With all this splendor, this worship, this beauty; with these cheers following her, and these crowds at her feet, was Amethyst happy? Ah, no! It is not under the necklace the most brilliant that Briggs and Rumble can supply, it is not in Lynch's best cushioned chariot that the heart is most at ease. "Que je me ruinerai," says Fronsac in a letter to Bossuet, "si je savais ou acheter le bonheur!"
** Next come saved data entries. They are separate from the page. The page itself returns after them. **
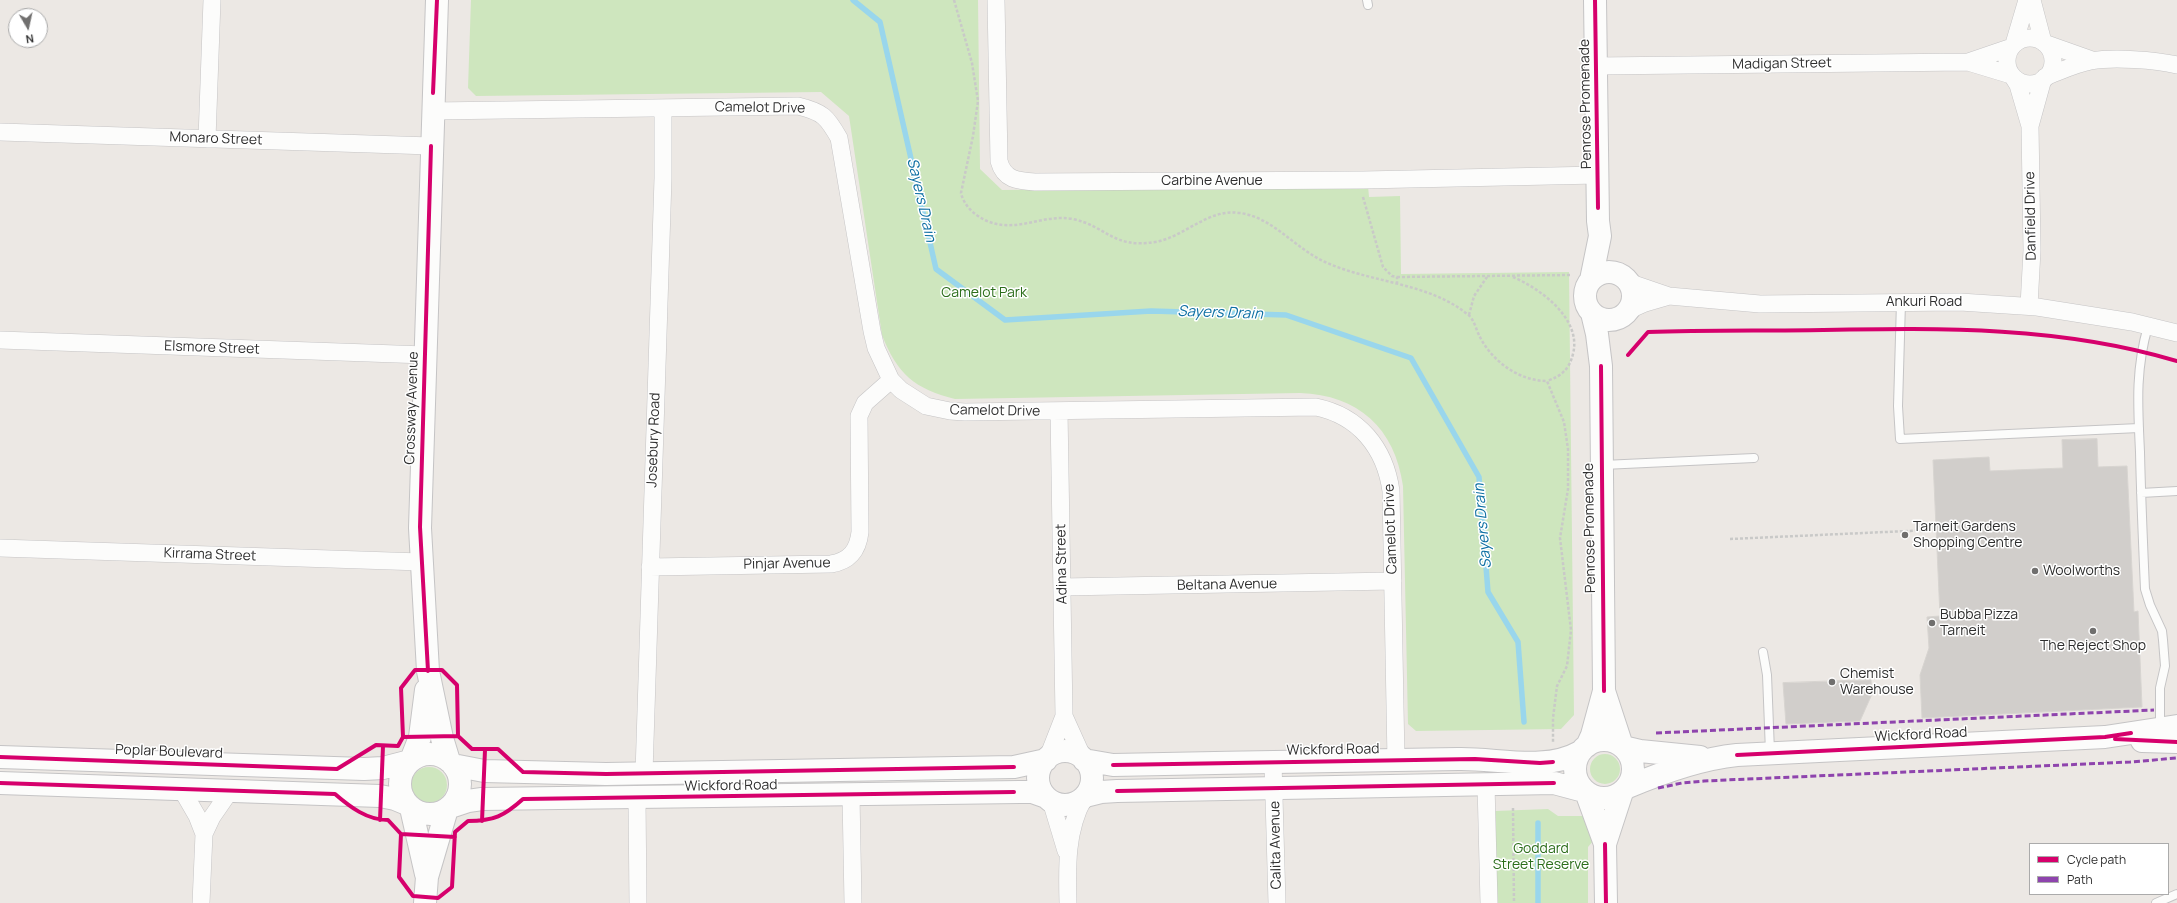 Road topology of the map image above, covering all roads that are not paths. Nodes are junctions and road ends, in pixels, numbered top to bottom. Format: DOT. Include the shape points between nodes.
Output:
graph roads {
  1 [pos="212,0"];
  2 [pos="437,0"];
  3 [pos="996,0"];
  4 [pos="1595,0"];
  5 [pos="2027,0"];
  6 [pos="2032,0"];
  7 [pos="2043,43"];
  8 [pos="2013,46"];
  9 [pos="2092,60"];
  10 [pos="1968,62"];
  11 [pos="2177,65"];
  12 [pos="1596,66"];
  13 [pos="2012,76"];
  14 [pos="2044,78"];
  15 [pos="663,108"];
  16 [pos="433,110"];
  17 [pos="2030,126"];
  18 [pos="0,132"];
  19 [pos="207,139"];
  20 [pos="431,146"];
  21 [pos="1598,175"];
  22 [pos="1600,236"];
  23 [pos="1581,278"];
  24 [pos="1626,280"];
  25 [pos="1669,296"];
  26 [pos="1901,302"];
  27 [pos="2029,306"];
  28 [pos="1626,312"];
  29 [pos="1592,313"];
  30 [pos="2148,326"];
  31 [pos="2177,333"];
  32 [pos="0,340"];
  33 [pos="425,355"];
  34 [pos="1601,366"];
  35 [pos="891,380"];
  36 [pos="1059,411"];
  37 [pos="2139,428"];
  38 [pos="1754,458"];
  39 [pos="1601,465"];
  40 [pos="2177,491"];
  41 [pos="2141,493"];
  42 [pos="0,548"];
  43 [pos="421,562"];
  44 [pos="650,566"];
  45 [pos="1392,581"];
  46 [pos="1062,587"];
  47 [pos="1763,652"];
  48 [pos="428,671"];
  49 [pos="1604,691"];
  50 [pos="1064,716"];
  51 [pos="2169,734"];
  52 [pos="1623,747"];
  53 [pos="1584,749"];
  54 [pos="1770,753"];
  55 [pos="0,757"];
  56 [pos="1047,758"];
  57 [pos="1711,758"];
  58 [pos="1084,759"];
  59 [pos="1396,760"];
  60 [pos="411,761"];
  61 [pos="1273,762"];
  62 [pos="451,763"];
  63 [pos="850,770"];
  64 [pos="644,773"];
  65 [pos="0,783"];
  66 [pos="1486,784"];
  67 [pos="1275,787"];
  68 [pos="1625,789"];
  69 [pos="182,790"];
  70 [pos="230,791"];
  71 [pos="1585,791"];
  72 [pos="851,795"];
  73 [pos="1085,797"];
  74 [pos="637,798"];
  75 [pos="1048,799"];
  76 [pos="409,806"];
  77 [pos="448,808"];
  78 [pos="204,834"];
  79 [pos="1606,844"];
  80 [pos="1067,857"];
  81 [pos="427,877"];
  82 [pos="2177,894"];
  83 [pos="201,903"];
  84 [pos="425,903"];
  85 [pos="638,903"];
  86 [pos="853,903"];
  87 [pos="1068,903"];
  88 [pos="1277,903"];
  89 [pos="1488,903"];
  90 [pos="1606,903"];
  91 [pos="2156,903"];
  1 -- 19 [label="street"];
  2 -- 16 [label="street, Crossway Avenue"];
  3 -- 21 [label="street, Carbine Avenue" via="998,150 1001,169 1014,180 1363,180"];
  4 -- 12 [label="street, Penrose Promenade"];
  5 -- 8 [label="street"];
  6 -- 7 [label="street"];
  7 -- 8 [label="street" via="2026,39"];
  7 -- 9 [label="street"];
  7 -- 14 [label="street" via="2049,49 2052,60 2051,68"];
  8 -- 10 [label="street, Madigan Street"];
  8 -- 13 [label="street" via="2007,60"];
  9 -- 11 [label="street" via="2147,60"];
  9 -- 14 [label="street"];
  10 -- 12 [label="street, Madigan Street"];
  10 -- 13 [label="street, Madigan Street"];
  12 -- 21 [label="street, Penrose Promenade"];
  13 -- 14 [label="street" via="2027,84"];
  13 -- 17 [label="street, Danfield Drive" via="2018,85"];
  14 -- 17 [label="street, Danfield Drive"];
  15 -- 16 [label="street, Camelot Drive"];
  15 -- 35 [label="street, Camelot Drive" via="798,106 816,110 827,118 840,138 872,331 876,348"];
  15 -- 44 [label="street, Josebury Road"];
  16 -- 20 [label="street, Crossway Avenue"];
  17 -- 27 [label="street, Danfield Drive" via="2032,250"];
  18 -- 19 [label="street, Monaro Street"];
  19 -- 20 [label="street, Monaro Street"];
  20 -- 33 [label="street, Crossway Avenue"];
  21 -- 22 [label="street, Penrose Promenade"];
  22 -- 23 [label="street, Penrose Promenade"];
  22 -- 24 [label="street, Penrose Promenade"];
  23 -- 24 [label="street" via="1608,272"];
  23 -- 29 [label="street" via="1586,304"];
  24 -- 25 [label="street, Ankuri Road"];
  24 -- 28 [label="street" via="1632,294 1632,303"];
  25 -- 26 [label="street, Ankuri Road" via="1760,304"];
  25 -- 28 [label="street, Ankuri Road"];
  26 -- 27 [label="street, Ankuri Road"];
  26 -- 37 [label="lane" via="1900,439"];
  27 -- 30 [label="street, Ankuri Road"];
  28 -- 29 [label="street" via="1609,320"];
  28 -- 34 [label="street, Penrose Promenade" via="1611,338"];
  29 -- 34 [label="street, Penrose Promenade"];
  30 -- 31 [label="street, Ankuri Road"];
  30 -- 37 [label="lane" via="2140,351 2138,370"];
  32 -- 33 [label="street, Elsmore Street"];
  33 -- 43 [label="street, Crossway Avenue"];
  34 -- 39 [label="street, Penrose Promenade"];
  35 -- 36 [label="street, Camelot Drive" via="912,399 936,409 965,412"];
  35 -- 44 [label="street, Pinjar Avenue" via="865,403 859,416 860,532 857,547 848,558 838,563 826,564"];
  36 -- 45 [label="street, Camelot Drive" via="1299,406 1316,407 1340,414 1352,421 1370,438 1387,469 1391,491"];
  36 -- 46 [label="street, Adina Street"];
  37 -- 41 [label="lane"];
  38 -- 39 [label="lane"];
  39 -- 49 [label="street, Penrose Promenade"];
  40 -- 41 [label="lane"];
  41 -- 51 [label="lane" via="2145,589 2162,631 2165,666 2160,688"];
  42 -- 43 [label="street, Kirrama Street"];
  43 -- 48 [label="street, Crossway Avenue"];
  44 -- 64 [label="street, Josebury Road"];
  45 -- 46 [label="street, Beltana Avenue"];
  45 -- 59 [label="street, Camelot Drive"];
  46 -- 50 [label="street, Adina Street"];
  47 -- 54 [label="lane" via="1767,675"];
  48 -- 60 [label="street, Crossway Avenue" via="420,737"];
  48 -- 62 [label="street, Crossway Avenue" via="442,738"];
  49 -- 52 [label="street, Penrose Promenade"];
  49 -- 53 [label="street, Penrose Promenade" via="1592,735"];
  50 -- 56 [label="street, Adina Street"];
  50 -- 58 [label="street, Adina Street"];
  51 -- 54 [label="street, Wickford Road"];
  52 -- 53 [label="street" via="1607,740 1595,742"];
  52 -- 57 [label="street, Wickford Road" via="1651,753"];
  52 -- 68 [label="street" via="1630,756 1633,766 1632,777"];
  53 -- 59 [label="street, Wickford Road" via="1553,762 1483,759"];
  53 -- 71 [label="street" via="1576,762 1575,774"];
  54 -- 57 [label="street, Wickford Road"];
  55 -- 60 [label="street, Poplar Boulevard" via="364,769 383,768"];
  56 -- 58 [label="street" via="1066,751"];
  56 -- 63 [label="street, Wickford Road" via="1014,767"];
  56 -- 75 [label="street" via="1041,766 1038,782"];
  57 -- 68 [label="street, Wickford Road"];
  58 -- 61 [label="street, Wickford Road" via="1113,765"];
  58 -- 73 [label="street" via="1092,774 1090,790"];
  59 -- 61 [label="street, Wickford Road"];
  60 -- 62 [label="street" via="430,754 440,756"];
  60 -- 76 [label="street" via="403,770 399,782 401,794"];
  61 -- 67 [label="street, Calita Avenue"];
  62 -- 64 [label="street, Wickford Road" via="484,770"];
  62 -- 77 [label="street" via="457,771 460,785 456,799"];
  63 -- 64 [label="street, Wickford Road"];
  63 -- 72 [label="street"];
  65 -- 69 [label="street"];
  66 -- 67 [label="street"];
  66 -- 71 [label="street" via="1554,783"];
  66 -- 89 [label="street"];
  67 -- 73 [label="street" via="1117,791"];
  67 -- 88 [label="street, Calita Avenue"];
  68 -- 71 [label="street" via="1605,799"];
  68 -- 79 [label="street"];
  69 -- 70 [label="street"];
  69 -- 78 [label="street" via="198,816"];
  70 -- 76 [label="street" via="380,796 395,798"];
  70 -- 78 [label="street"];
  71 -- 79 [label="street"];
  72 -- 74 [label="street, Wickford Road"];
  72 -- 75 [label="street, Wickford Road" via="1032,792"];
  72 -- 86 [label="street"];
  73 -- 75 [label="street" via="1068,805"];
  73 -- 80 [label="street" via="1073,827"];
  74 -- 77 [label="street, Wickford Road" via="482,799"];
  74 -- 85 [label="street"];
  75 -- 80 [label="street"];
  76 -- 77 [label="street" via="426,815 434,815"];
  76 -- 81 [label="street"];
  77 -- 81 [label="street"];
  78 -- 83 [label="street"];
  79 -- 90 [label="street"];
  80 -- 87 [label="street"];
  81 -- 84 [label="street"];
  82 -- 91 [label="lane"];
}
With all her riches, with all her splendor, Amethyst was wretched—wretched, because lonely; wretched, because her loving heart had nothing to cling to. Her splendid mansion was a convent; no male person even entered it, except Franklin Fox, (who counted for nothing,) and the duchess's family, her kinsman old Lord Humpington, his friend old Sir John Fogey, and her cousin, the odious, odious Borodino.
The Prince de Borodino declared openly that Amethyst was engaged to him. Crible de dettes, it is no wonder that he should choose such an opportunity to refaire sa fortune. He gave out that he would kill any man who should cast an eye on the heiress, and the monster kept his word. Major Grigg, of the Lifeguards, had already fallen by his hand at Ostend. The O'Toole, who had met her on the Rhine, had received a ball in his shoulder at Coblentz, and did not care to resume so dangerous a courtship. Borodino could snuff a bougie at a hundred and fifty yards. He could beat Bertrand or Alexander Dumas himself with the small-sword: he was the dragon that watched this pomme d'or, and very few persons were now inclined to face a champion si redoutable.
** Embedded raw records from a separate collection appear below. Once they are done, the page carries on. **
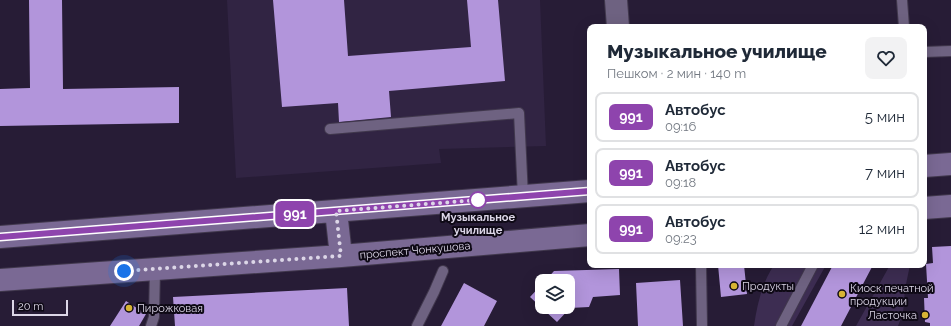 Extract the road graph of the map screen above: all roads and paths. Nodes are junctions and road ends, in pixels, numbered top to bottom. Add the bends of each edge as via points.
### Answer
1 (616, 0) edge
2 (902, 0) edge
3 (618, 24) edge
4 (904, 24) edge
5 (951, 51) edge
6 (927, 52) edge
7 (330, 128) dead end
8 (951, 164) edge
9 (927, 166) edge
10 (587, 191) edge
11 (523, 196) junction
12 (951, 206) edge
13 (927, 208) edge
14 (336, 211) junction
15 (587, 235) edge
16 (0, 237) edge
17 (341, 256) junction
18 (701, 268) edge
19 (811, 268) edge
20 (155, 269) junction
21 (443, 271) dead end
22 (0, 280) edge
23 (151, 326) edge
24 (417, 326) edge
25 (702, 326) edge
26 (781, 326) edge

1 - 3 street
2 - 4 lane
5 - 6 lane
7 - 11 lane via 519,114
8 - 9 main road
10 - 11 main road
11 - 14 main road
12 - 13 main road
14 - 16 main road
14 - 17 main road
15 - 17 main road, проспект Чонкушова
17 - 20 main road, проспект Чонкушова
18 - 25 lane
19 - 26 lane
20 - 22 main road, проспект Чонкушова
20 - 23 lane via 154,317
21 - 24 lane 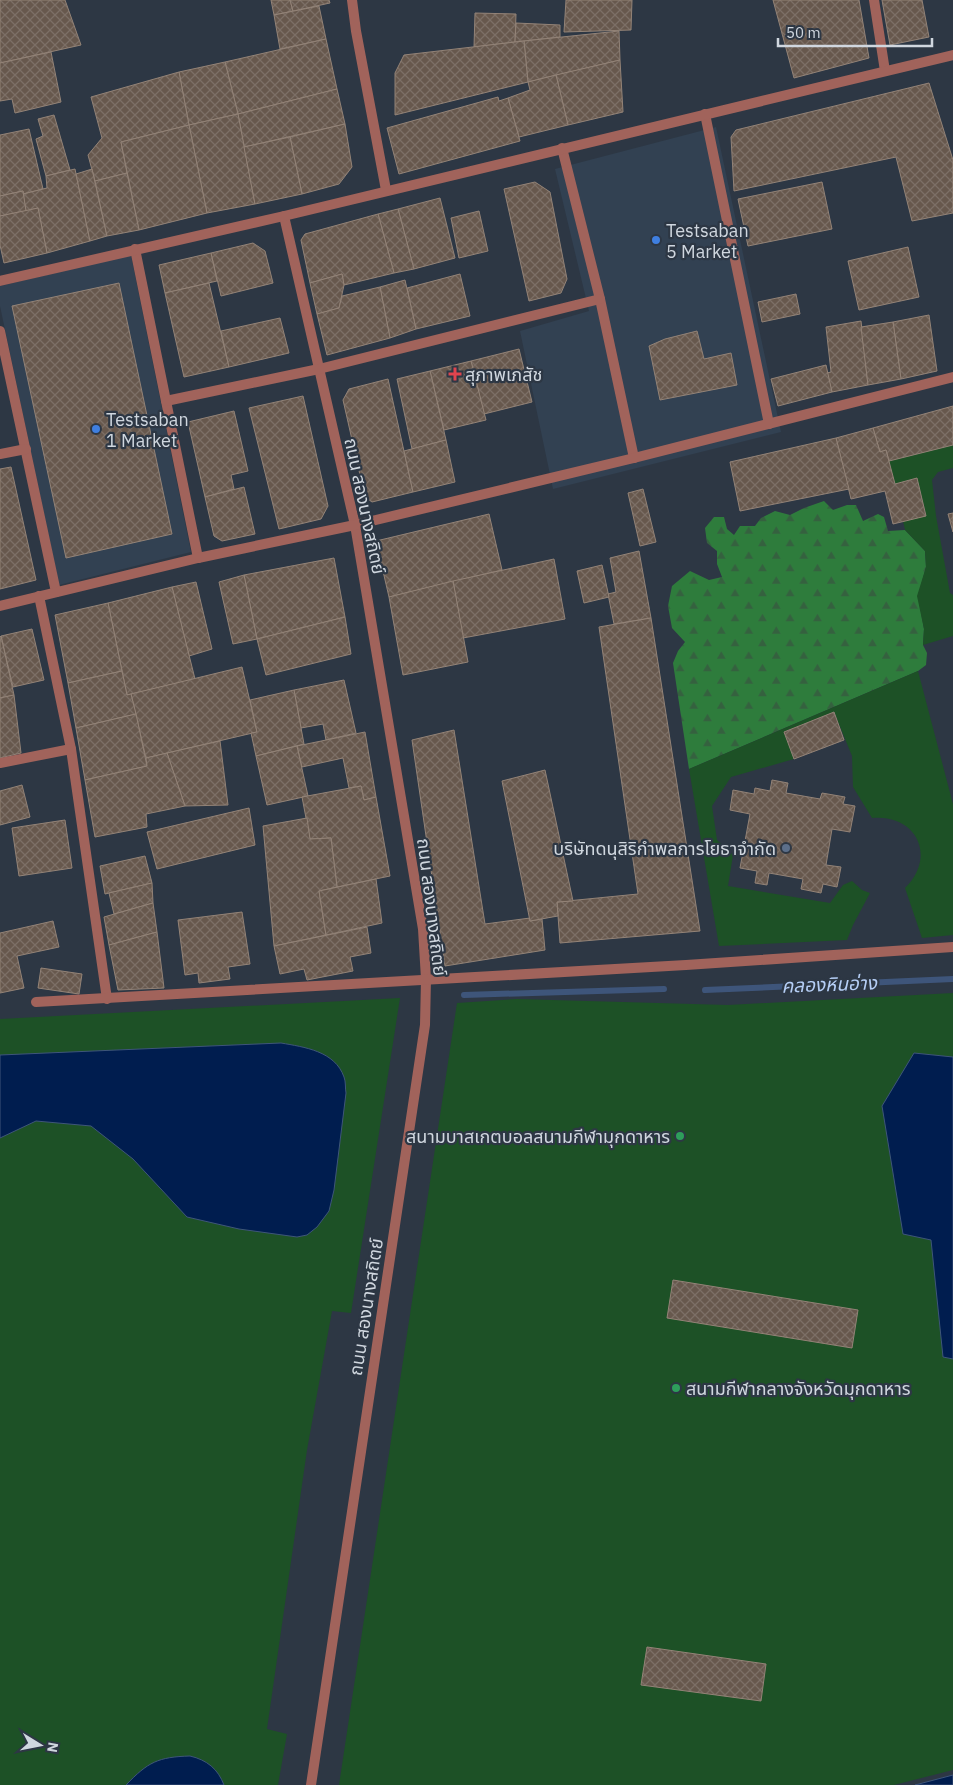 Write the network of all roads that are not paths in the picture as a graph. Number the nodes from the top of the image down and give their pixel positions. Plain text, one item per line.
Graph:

Over a salmi d'escargot at the "Coventry," the dandies whom we introduced in our last volume were assembled, there talking of the heiress; and her story was told by Franklin Fox to Lord Bagnigge, who, for a wonder, was interested in the tale. Borodino's pretensions were discussed, and the way in which the fair Amethyst was confined. Fitzbattleaxe House, in Belgrave Square, is—as everybody knows—the next mansion to that occupied by Amethyst. A communication was made between the two houses. She never went out except accompanied by the duchess's guard, which it was impossible to overcome.
"Impossible! Nothing's impossible," said Lord Bagnigge.
"I bet you what you like you don't get in," said the young Marquis of Martingale.
"I bet you a thousand ponies I stop a week in the heiress's house before the season's over," Lord Bagnigge replied with a yawn; and the bet was registered with shouts of applause.
But it seemed as if the Fates had determined against Lord Bagnigge, for the very next day, riding in the Park, his horse fell with him; he was carried home to his house with a fractured limb and a dislocated shoulder; and the doctor's bulletins pronounced him to be in the most dangerous state.
Martingale was a married man, and there was no danger of HIS riding by the Fitzbattleaxe carriage. A fortnight after the above events, his lordship was prancing by her Grace's great family coach, and chattering with Lady Gwinever about the strange wager.
"Do you know what a pony is, Lady Gwinever?" he asked. Her ladyship said yes: she had a cream-colored one at Castle Barbican; and stared when Lord Martingale announced that he should soon have a thousand ponies, worth five-and-twenty pounds each, which were all now kept at Coutts's. Then he explained the circumstances of the bet with Bagnigge. Parliament was to adjourn in ten days; the season would be over! Bagnigge was lying ill chez lui; and the five-and-twenty thousand were irrecoverably his. And he vowed he would buy Lord Binnacle's yacht—crew, captain, guns and all.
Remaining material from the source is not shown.